• _Aim of the exercise_
In the records, each line holding "dead" must be reported.

• _Records shown_
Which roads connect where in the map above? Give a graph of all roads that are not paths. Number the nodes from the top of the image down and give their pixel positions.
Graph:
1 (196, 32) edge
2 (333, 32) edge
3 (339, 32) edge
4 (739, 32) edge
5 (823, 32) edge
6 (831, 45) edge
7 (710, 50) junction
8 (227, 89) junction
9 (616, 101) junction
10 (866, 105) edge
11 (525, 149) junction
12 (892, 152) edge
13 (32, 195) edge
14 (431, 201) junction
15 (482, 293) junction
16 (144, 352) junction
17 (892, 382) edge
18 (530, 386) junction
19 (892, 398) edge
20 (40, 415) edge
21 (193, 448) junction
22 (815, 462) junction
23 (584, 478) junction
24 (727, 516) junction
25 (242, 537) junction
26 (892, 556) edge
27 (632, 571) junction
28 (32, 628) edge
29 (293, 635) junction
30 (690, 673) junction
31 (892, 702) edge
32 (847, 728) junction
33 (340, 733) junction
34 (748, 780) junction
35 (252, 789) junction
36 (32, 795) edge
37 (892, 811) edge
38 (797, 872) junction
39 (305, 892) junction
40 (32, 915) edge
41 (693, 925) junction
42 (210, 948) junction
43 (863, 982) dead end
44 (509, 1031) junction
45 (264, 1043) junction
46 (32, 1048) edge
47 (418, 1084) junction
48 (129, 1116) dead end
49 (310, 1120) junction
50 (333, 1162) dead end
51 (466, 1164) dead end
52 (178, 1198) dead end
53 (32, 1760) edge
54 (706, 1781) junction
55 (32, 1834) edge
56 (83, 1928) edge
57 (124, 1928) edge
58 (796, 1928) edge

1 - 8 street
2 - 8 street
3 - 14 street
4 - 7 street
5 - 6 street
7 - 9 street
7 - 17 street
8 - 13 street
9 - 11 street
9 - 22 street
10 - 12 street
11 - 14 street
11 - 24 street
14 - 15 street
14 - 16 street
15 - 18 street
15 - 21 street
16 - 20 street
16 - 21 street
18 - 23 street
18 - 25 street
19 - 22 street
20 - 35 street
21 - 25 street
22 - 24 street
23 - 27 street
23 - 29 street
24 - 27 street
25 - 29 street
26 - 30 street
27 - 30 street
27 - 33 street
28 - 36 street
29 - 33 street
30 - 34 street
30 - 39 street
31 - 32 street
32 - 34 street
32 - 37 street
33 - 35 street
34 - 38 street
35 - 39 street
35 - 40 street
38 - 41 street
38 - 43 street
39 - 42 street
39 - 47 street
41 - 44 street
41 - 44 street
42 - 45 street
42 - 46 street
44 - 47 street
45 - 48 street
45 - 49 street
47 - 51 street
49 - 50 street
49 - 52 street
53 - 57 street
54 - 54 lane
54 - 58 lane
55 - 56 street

• _Completed exercise_
43 (863, 982) dead end
48 (129, 1116) dead end
50 (333, 1162) dead end
51 (466, 1164) dead end
52 (178, 1198) dead end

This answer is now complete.